Иван Бунин 1870-1953
Одиночество
И ветер, и дождик, и мгла
Над холодной пустыней воды.
Здесь жизнь до весны умерла,
До весны опустели сады.
Я на даче один. Мне темно
За мольбертом, и дует в окно.
Вчера ты была у меня,
Но тебе уж тоскливо со мной.
Под вечер ненастного дня
Ты мне стала казаться женой...
Что ж, прощай! Как-нибудь до весны
Проживу и один — без жены...
Сегодня идут без конца
Те же тучи — гряда за грядой.
Твой след под дождем у крыльца
Расплылся, налился водой.
И мне грустно смотреть одному
В предвечернюю серую тьму.
Мне крикнуть хотелось вослед:
"Воротись, я сроднился с тобой!"
Но у женщины прошлого нет:
Разлюбила — и стал ей чужой.
Что ж! Камин затоплю, буду пить...
Хорошо бы собаку купить.
[1903]
Прочел лет в пятнадцать, и сразу понравилось все. Больше всего — проза стиха. Такое, как и положено откровению, является на ровном пути без предупреждения. Бунин пишет, что его писательское сознание началось с картинки, которую он увидел в книге: "Дикие горы, белый холст водопада и какого-то приземистого, толстого мужика, карлика с бабьим лицом, с раздутым горлом... а под картинкой прочел надпись, поразившую меня своим последним словом, тогда еще, к счастью, неизвестным мне: "Встреча в горах с кретином". Кретин!.. В этом слове мне почудилось что-то страшное, загадочное, даже как будто волшебное!.. Не был ли этот день все-таки каким-то началом моего писательства?" Мой-то кретин отражался в зеркале: я впервые понял, что стихи могут быть такими. До того уже любил и знал Лермонтова и Блока (помимо того, чему напрасно учили в школе) — в общем, гладкопись. А тут интонация сбивчивой неторопливости, чуть нарочитая неуклюжесть, повторы "что ж" — как у нынешних телеведущих.

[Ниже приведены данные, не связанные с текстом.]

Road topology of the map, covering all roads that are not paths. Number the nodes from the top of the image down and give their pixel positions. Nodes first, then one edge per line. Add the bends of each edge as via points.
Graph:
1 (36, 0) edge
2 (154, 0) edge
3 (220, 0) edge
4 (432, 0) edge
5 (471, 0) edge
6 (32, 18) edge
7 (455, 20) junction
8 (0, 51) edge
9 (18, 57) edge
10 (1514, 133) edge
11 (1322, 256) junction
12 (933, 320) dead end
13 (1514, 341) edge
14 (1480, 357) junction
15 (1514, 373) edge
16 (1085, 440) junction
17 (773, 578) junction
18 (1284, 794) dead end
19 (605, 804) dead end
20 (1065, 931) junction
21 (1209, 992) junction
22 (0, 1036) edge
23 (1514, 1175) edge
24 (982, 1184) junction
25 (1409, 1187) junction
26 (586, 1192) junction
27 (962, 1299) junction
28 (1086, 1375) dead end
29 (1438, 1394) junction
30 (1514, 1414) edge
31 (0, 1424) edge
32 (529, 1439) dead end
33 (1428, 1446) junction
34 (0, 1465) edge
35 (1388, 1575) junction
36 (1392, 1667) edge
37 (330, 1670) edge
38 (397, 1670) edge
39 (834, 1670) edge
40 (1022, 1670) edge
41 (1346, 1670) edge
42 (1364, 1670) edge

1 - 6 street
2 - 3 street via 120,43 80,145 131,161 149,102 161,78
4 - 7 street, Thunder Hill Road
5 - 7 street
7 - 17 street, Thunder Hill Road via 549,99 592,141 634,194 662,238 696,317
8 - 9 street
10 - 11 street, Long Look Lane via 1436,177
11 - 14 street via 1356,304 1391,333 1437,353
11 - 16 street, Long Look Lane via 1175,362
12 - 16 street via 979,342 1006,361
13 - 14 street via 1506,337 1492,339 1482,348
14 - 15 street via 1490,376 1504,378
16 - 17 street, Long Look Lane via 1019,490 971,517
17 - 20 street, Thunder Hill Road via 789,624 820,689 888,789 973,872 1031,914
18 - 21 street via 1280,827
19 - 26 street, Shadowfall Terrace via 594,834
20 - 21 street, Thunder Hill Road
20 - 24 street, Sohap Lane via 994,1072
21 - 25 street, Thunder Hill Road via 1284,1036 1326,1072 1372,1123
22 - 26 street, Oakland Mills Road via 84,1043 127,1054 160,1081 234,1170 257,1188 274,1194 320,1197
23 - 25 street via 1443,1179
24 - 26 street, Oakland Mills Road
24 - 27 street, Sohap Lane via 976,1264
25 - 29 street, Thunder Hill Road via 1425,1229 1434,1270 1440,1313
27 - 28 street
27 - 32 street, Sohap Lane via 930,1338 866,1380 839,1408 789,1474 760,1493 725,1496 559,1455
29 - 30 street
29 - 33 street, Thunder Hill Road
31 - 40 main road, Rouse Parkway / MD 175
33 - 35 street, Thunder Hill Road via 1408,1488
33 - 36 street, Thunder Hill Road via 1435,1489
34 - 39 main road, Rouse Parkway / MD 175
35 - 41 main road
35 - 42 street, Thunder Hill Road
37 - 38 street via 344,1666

Можно по-разному. Это очень важное открытие — можно по-разному! — и его нельзя позаимствовать, его нужно сделать самому. А толчок — уж какой случится. "Встреча в горах с..." (нужное вставить).
Еще "Одиночество" было похоже на обожаемого в ту пору Хемингуэя с его подтекстом — при чем тут собака? Бунинская собака в залитой ливнем усадьбе выходила не хуже импортной "Кошки под дождем".
Еще: хотелось такого же отношения к женщинам и душевным бедам вообще, как раз начинался романный возраст. Очень нравились эти формулировки, которые потом обернулись фальшивкой. У женщины прошлого нет. А у мужчины? Разлюбила, стал чужой. А если он разлюбил? Обобщения хороши в молодости, когда искренне рассчитываешь на то, что жизнь можно свести к формуле.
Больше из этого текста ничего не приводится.